### Your assignment
Among the entries below, please show each line that carries the word "FFFFFF".

### Extracted data entries
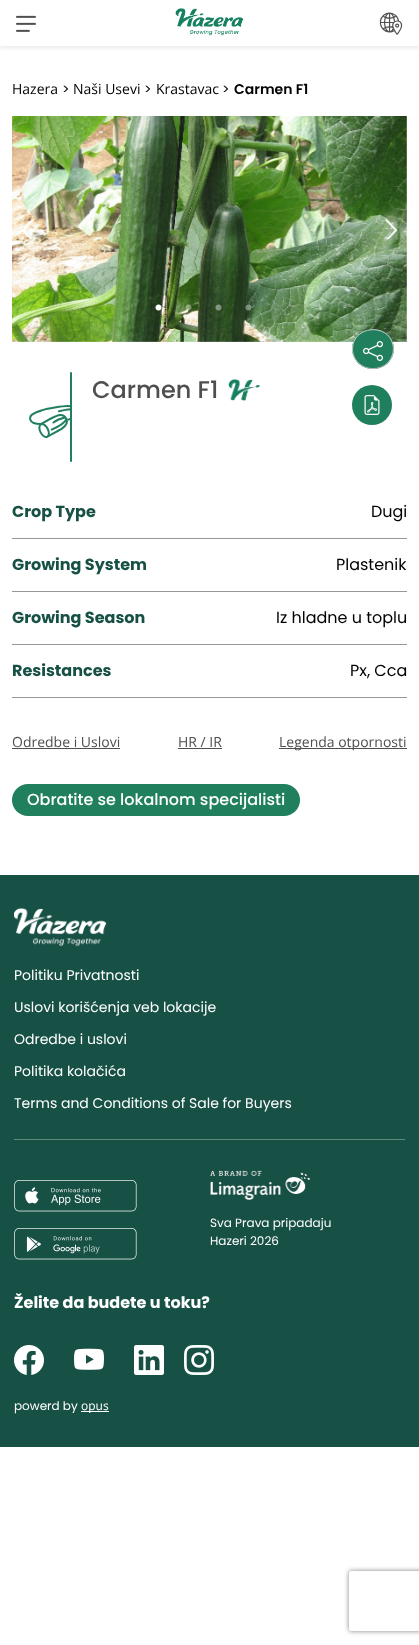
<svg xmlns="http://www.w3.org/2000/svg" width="419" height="1645">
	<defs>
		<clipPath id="clip1"><rect x="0" y="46" width="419" height="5" /></clipPath>
		<clipPath id="clip2"><path d="M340 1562H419V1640H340ZM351 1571H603C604 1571 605 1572 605 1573V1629C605 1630 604 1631 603 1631H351C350 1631 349 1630 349 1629V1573C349 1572 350 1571 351 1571Z" clip-rule="evenodd" /></clipPath>
	</defs>
	<rect width="100%" height="100%" fill="#FFFFFF" />
	<g clip-path="url(#clip1)">
		<rect x="0" y="3" width="419" height="46" fill="#9F9F9F" fill-opacity="0.16" filter="blur(1.5px)" />
	</g>
	<image x="16" y="15" width="20" height="17" href="assets/img1.png" />
	<image x="175" y="8" width="69" height="28" href="assets/img2.png" />
	<image x="379" y="12" width="24" height="23" href="assets/img3.png" />
	<text x="12" y="94" font-family="Open Sans" font-size="14" fill="#000000">Hazera</text>
	<text x="62" y="94" font-family="Poppins" font-size="14" fill="#000000">&gt;</text>
	<text x="73" y="94" font-family="Open Sans" font-size="14" fill="#000000">Naši Usevi</text>
	<text x="144" y="94" font-family="Poppins" font-size="14" fill="#000000">&gt;</text>
	<text x="156" y="94" font-family="Open Sans" font-size="14" fill="#000000">Krastavac</text>
	<text x="222" y="94" font-family="Poppins" font-size="14" fill="#000000">&gt;</text>
	<text x="234" y="94" font-family="Poppins" font-size="14" font-weight="600" fill="#000000">Carmen F1</text>
	<image x="12" y="116" width="395" height="226" href="assets/img4.png" />
	<image x="22" y="218" width="12" height="22" href="assets/img5.png" />
	<image x="385" y="218" width="12" height="22" href="assets/img6.png" />
	<image x="155" y="304" width="7" height="7" href="assets/img7.png" />
	<image x="185" y="304" width="7" height="7" href="assets/img8.png" />
	<image x="215" y="304" width="7" height="7" href="assets/img9.png" />
	<image x="245" y="304" width="7" height="7" href="assets/img10.png" />
	<image x="29" y="372" width="43" height="90" href="assets/img11.png" />
	<text x="92" y="398" font-family="Poppins" font-size="24" font-weight="500" fill="#4F4F4F">Carmen F1</text>
	<image x="228" y="379" width="32" height="22" href="assets/img12.png" />
	<ellipse cx="373" cy="349" rx="21" ry="20" fill="#20805E" />
	<path d="M387.5 363C379.5 370.5 366.5 370.5 358.5 363" fill="none" stroke="#BBBBBB" />
	<path d="M358.5 363C354.5 359 352.5 354 352.5 349C352.5 325.5 388.5 322.5 393 345C394.5 351.5 392 358.5 387.5 363" fill="none" stroke="#CCCCCC" />
	<image x="363" y="341" width="20" height="20" href="assets/img13.png" />
	<circle cx="372" cy="405" r="20" fill="#20805E" />
	<image x="364" y="395" width="16" height="20" href="assets/img14.png" />
	<rect x="12" y="538" width="395" height="1" fill="#979797" />
	<text x="12" y="517" font-family="Poppins" font-size="16" font-weight="700" fill="#175045">Crop Type</text>
	<text x="371" y="517" font-family="Poppins" font-size="16" fill="#000000">Dugi</text>
	<rect x="12" y="591" width="395" height="1" fill="#979797" />
	<text x="12" y="570" font-family="Poppins" font-size="16" font-weight="700" fill="#175045">Growing System</text>
	<text x="336" y="570" font-family="Poppins" font-size="16" fill="#000000">Plastenik</text>
	<rect x="12" y="644" width="395" height="1" fill="#979797" />
	<text x="12" y="623" font-family="Poppins" font-size="16" font-weight="700" fill="#175045">Growing Season</text>
	<text x="276" y="623" font-family="Poppins" font-size="16" fill="#000000">Iz hladne u toplu</text>
	<rect x="12" y="697" width="395" height="1" fill="#979797" />
	<text x="12" y="676" font-family="Poppins" font-size="16" font-weight="700" fill="#175045">Resistances</text>
	<text x="350" y="676" font-family="Poppins" font-size="16" fill="#000000">Px, Cca</text>
	<text x="12" y="747" font-family="Open Sans" font-size="14" fill="#4F4F4F">Odredbe i Uslovi</text>
	<rect x="12" y="748" width="108" height="1" fill="#4F4F4F" />
	<text x="178" y="747" font-family="Open Sans" font-size="14" fill="#4F4F4F">HR / IR</text>
	<rect x="178" y="748" width="44" height="1" fill="#4F4F4F" />
	<rect x="279" y="748" width="128" height="1" fill="#4F4F4F" />
	<text x="279" y="747" font-family="Open Sans" font-size="14" fill="#4F4F4F">Legenda otpornosti</text>
	<rect x="12" y="784" width="288" height="32" rx="16" fill="#20805E" />
	<text x="27" y="805" font-family="Poppins" font-size="16" font-weight="500" fill="#FFFFFF">Obratite se lokalnom specijalisti</text>
	<rect x="0" y="875" width="419" height="572" fill="#175045" />
	<image x="14" y="908" width="92" height="39" href="assets/img15.png" />
	<rect x="14" y="1139" width="391" height="1" fill="#60867F" />
	<g font-family="Poppins" font-size="14" fill="#FFFFFF">
		<text x="14" y="980">Politiku Privatnosti</text>
		<text x="14" y="1012">Uslovi korišćenja veb lokacije</text>
		<text x="14" y="1044">Odredbe i uslovi</text>
		<text x="14" y="1076">Politika kolačića</text>
		<text x="14" y="1108">Terms and Conditions of Sale for Buyers</text>
	</g>
	<image x="14" y="1180" width="123" height="32" href="assets/img16.png" />
	<image x="14" y="1228" width="123" height="32" href="assets/img17.png" />
	<image x="210" y="1170" width="100" height="30" href="assets/img18.png" />
	<g font-family="Poppins" font-size="12" fill="#FFFFFF">
		<text x="210" y="1227">Sva Prava pripadaju</text>
		<text x="210" y="1245">Hazeri 2026</text>
	</g>
	<text x="14" y="1308" font-family="Poppins" font-size="16" font-weight="700" fill="#FFFFFF">Želite da budete u toku?</text>
	<image x="14" y="1345" width="30" height="30" href="assets/img19.png" />
	<image x="74" y="1348" width="30" height="22" href="assets/img20.png" />
	<image x="134" y="1345" width="30" height="30" href="assets/img21.png" />
	<image x="184" y="1345" width="30" height="30" href="assets/img22.png" />
	<text x="14" y="1410" font-family="Poppins" font-size="12" fill="#FFFFFF">powerd by</text>
	<rect x="81" y="1411" width="28" height="1" fill="#FFFFFF" />
	<text x="81" y="1410" font-family="Open Sans" font-size="12" fill="#FFFFFF">opus</text>
	<g clip-path="url(#clip2)">
		<rect x="349" y="1571" width="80" height="60" rx="2" fill="#808080" filter="blur(2.5px)" />
	</g>
</svg>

### Result below
	<rect width="100%" height="100%" fill="#FFFFFF" />
	<text x="27" y="805" font-family="Poppins" font-size="16" font-weight="500" fill="#FFFFFF">Obratite se lokalnom specijalisti</text>
	<g font-family="Poppins" font-size="14" fill="#FFFFFF">
	<g font-family="Poppins" font-size="12" fill="#FFFFFF">
	<text x="14" y="1308" font-family="Poppins" font-size="16" font-weight="700" fill="#FFFFFF">Želite da budete u toku?</text>
	<text x="14" y="1410" font-family="Poppins" font-size="12" fill="#FFFFFF">powerd by</text>
	<rect x="81" y="1411" width="28" height="1" fill="#FFFFFF" />
	<text x="81" y="1410" font-family="Open Sans" font-size="12" fill="#FFFFFF">opus</text>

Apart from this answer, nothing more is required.